そんな彼女がある日、僕に結婚することを伝えた、嬉しかったがついにきたかと思った。そして、これからどうすれば良いのかサッパリ見当がつかなかった。彼女は親族だけでささやかな結婚式をあげた。僕はその写真を見てびっくりした。僕がいつも知っている元気な奥ちゃんではなく、天使のような美しい女性としての奥ちゃんだった。僕はそんな美しい女性としての魅力をサッパリ引き出せず、身も心も男社会に引き込んでいた自分を、顧みた気がした。

それから暫くして、次第に人も増え女性メンバーも増えてきた。彼女はそんな荒くれ者の中で女性チームを率い、荒くれの対処法、気持ちを解説してくれる女性軍のよきリーダーになっていった。仕事も抜群にうまい、そして丁寧。しかし、ずっと気になっている事がある、それは彼女が子供を持ったときの事だ。子供という体の一部、そして宝を授かったとき、彼女はどうするんだろう。仲間として失うことが、もし彼女の選択だったらしょうがない。しかし両立できなくて好きな事が出来ないとすれば大変なことだ。仕方がないじゃ済ませられない。僕たちチームはおろか、世の損失である。いやそれよりこの僕が耐えられられない自信がある。「どげんか、せんといかん」そう思うと、いてもたってもいられない。「奥ちゃん、もし子供生まれたら、連れてこい。皆で面倒見るから」千代ちゃんが「若杉さん、どうせ、僕らに任せるだけでしょう?」なんて会話をしていたが実は結構本気だった。

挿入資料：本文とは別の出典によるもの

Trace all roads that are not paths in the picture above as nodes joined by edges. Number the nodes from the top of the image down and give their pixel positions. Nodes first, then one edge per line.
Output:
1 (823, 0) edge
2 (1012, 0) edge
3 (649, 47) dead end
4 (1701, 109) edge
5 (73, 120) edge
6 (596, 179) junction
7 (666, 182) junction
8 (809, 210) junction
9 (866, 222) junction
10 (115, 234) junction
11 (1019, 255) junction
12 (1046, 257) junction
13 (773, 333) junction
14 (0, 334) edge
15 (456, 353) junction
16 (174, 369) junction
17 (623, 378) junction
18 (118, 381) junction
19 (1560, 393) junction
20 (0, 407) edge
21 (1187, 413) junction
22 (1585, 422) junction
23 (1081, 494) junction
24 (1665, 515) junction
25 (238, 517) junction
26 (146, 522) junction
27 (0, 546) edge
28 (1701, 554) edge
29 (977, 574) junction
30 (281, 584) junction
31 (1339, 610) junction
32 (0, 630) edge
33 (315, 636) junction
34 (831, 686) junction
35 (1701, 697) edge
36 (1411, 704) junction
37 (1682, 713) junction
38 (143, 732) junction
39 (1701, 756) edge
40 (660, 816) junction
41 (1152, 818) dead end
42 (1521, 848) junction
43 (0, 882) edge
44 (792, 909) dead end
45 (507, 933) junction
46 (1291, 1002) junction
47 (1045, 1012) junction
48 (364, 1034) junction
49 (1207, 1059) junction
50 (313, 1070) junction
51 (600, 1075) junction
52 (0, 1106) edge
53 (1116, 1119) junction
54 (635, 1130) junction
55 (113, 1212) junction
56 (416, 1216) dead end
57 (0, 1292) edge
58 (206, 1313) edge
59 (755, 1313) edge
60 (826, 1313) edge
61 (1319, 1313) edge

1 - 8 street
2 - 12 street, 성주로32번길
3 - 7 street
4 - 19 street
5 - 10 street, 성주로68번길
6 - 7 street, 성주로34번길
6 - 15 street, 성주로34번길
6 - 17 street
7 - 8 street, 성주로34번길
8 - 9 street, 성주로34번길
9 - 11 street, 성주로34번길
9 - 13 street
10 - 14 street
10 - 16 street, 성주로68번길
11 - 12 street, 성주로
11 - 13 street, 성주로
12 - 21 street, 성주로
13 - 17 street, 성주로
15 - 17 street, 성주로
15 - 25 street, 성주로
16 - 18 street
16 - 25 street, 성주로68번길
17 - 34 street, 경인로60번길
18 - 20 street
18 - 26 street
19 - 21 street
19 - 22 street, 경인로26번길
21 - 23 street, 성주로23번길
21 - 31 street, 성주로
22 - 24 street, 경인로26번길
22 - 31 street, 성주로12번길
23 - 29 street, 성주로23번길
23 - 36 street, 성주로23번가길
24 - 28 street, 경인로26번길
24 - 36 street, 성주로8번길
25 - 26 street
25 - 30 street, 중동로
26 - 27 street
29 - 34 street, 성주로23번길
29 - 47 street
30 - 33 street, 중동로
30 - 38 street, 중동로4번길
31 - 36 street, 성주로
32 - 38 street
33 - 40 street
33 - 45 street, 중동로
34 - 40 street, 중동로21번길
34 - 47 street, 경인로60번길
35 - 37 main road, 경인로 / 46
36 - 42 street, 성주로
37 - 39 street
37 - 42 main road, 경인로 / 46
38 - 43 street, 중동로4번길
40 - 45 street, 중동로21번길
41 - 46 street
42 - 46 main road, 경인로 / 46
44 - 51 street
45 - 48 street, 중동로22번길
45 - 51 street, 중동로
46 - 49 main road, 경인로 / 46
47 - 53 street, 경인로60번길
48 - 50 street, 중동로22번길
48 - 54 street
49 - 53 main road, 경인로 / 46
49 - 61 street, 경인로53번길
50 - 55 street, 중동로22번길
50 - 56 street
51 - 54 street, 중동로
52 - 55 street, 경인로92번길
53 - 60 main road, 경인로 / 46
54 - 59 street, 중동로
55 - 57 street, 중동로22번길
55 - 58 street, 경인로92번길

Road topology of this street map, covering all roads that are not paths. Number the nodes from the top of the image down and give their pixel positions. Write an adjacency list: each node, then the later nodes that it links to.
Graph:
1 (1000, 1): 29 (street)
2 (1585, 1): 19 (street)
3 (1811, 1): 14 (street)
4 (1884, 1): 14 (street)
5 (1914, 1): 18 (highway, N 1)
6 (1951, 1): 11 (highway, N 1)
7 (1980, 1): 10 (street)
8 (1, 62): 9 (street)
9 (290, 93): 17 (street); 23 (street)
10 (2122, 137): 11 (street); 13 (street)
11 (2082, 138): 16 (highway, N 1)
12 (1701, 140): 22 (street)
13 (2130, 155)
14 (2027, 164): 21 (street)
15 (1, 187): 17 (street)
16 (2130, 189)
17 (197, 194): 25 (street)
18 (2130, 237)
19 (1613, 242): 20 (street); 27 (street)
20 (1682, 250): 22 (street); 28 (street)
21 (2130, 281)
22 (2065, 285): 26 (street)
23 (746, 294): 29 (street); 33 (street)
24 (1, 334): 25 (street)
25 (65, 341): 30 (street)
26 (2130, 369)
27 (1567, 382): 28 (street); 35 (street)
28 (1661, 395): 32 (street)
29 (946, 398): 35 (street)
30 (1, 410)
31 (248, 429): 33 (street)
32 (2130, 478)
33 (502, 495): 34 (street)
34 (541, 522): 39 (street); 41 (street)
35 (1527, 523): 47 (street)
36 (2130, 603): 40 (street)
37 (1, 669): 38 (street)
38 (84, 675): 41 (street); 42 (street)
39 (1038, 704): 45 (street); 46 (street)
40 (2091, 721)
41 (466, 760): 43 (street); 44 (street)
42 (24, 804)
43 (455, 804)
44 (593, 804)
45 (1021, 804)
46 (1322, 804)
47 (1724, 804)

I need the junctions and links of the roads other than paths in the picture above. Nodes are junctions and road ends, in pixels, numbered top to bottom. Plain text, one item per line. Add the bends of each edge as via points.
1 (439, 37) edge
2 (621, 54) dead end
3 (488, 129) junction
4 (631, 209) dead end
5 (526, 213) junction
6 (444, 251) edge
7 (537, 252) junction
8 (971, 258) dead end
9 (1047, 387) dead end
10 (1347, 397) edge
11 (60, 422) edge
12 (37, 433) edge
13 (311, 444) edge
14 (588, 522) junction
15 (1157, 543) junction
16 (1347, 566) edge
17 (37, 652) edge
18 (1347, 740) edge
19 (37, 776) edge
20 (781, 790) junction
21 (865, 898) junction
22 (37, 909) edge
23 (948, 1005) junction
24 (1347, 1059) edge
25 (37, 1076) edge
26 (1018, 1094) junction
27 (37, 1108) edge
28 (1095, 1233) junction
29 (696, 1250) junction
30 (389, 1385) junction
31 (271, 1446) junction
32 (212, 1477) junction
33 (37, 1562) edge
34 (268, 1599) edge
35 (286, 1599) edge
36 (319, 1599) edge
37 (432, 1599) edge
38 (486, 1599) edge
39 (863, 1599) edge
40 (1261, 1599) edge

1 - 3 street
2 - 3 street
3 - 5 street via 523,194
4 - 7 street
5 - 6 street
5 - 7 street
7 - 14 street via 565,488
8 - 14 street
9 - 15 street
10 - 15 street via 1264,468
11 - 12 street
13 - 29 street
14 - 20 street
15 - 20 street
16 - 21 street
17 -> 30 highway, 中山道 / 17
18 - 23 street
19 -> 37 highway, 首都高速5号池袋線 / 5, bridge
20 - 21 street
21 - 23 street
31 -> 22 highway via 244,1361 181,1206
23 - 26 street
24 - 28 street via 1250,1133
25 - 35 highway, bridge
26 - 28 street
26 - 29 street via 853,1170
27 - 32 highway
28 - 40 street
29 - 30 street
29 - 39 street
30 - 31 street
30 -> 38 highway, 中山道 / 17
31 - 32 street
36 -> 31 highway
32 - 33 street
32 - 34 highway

うまい事にhappiの活動で僕はこのテーマを公然とできることになった。それから社会や企業がどんな支援や活動をやっているかを調べた。とんでもない事に気がついた。女性は子供をもって働くことがとても難しいということ、そして社会がなにも配慮をされていないという現実、それどころか子供を産んだら引き込めといわんばかりの状況なのである。働いたお金をすべて養育費に出すといっても過言ではない矛盾、社会復帰しても現職への復帰は難しい。何処も一通りの育児休暇と支援以外は、本人いや、女性まかせなのである。

昔は近所というか地域に爺さんや婆さんがいて、余計なお世話をやくおばさんがいた。社会が子供面倒見る仕組みがあった。しかし今はこの状況である。よっぽど、強い女性でないと仕事を続けられない。企業の中には企業内保育を持っている会社もあるが、ごく一部であり我々のような零細企業では現実味がない。そして会社はこの事には世間並であることに満足している。つまりこれは男社会が押しつけた虚像である。

   
  そしてそんな中で、知り合ったのが例の「上田令子嬢」だった。彼女は凄かった。なんというか、躊躇がない、振り返りがない(まるで反省がないように聞こえますがそうではありません)、そして気負いがない、そして誰でも受け入れる度量がある。彼女から、僕らは、気付かなかった男社会、そして社会の現状と彼女の戦いを知らされ、とてもかなわないが、僕もこの未知なる領域を少しでも知りたいと思った。子供のことは単に女性だけの問題ではない。我々の未来に通ずることだ。我々の便利さや利益の裏においてきた不始末である。お姐曰く「子供にツケをまわしたくない」である。杉と一緒じゃないか。   お姐イラスト
「お姐」こと上田令子さん直筆。子供にツケをまわしたくない、をベルバラ調で表現。実はお姐はマンガ好き。
       
 

よしまず自分たちで実践しよう、しかも楽しくやろう、出来ることからでいい、なぜならテーマが大きすぎてすぐに答えは出ないし、お金も力もないし経験も無い。そして始めたのが「企業内寺子屋」である。最初は随分回り道なのだが、奥ちゃんの子供を面倒見ようということから派生して、地元の子供達と付き合おう。そしてその仲間のネットワークが出来ればいい。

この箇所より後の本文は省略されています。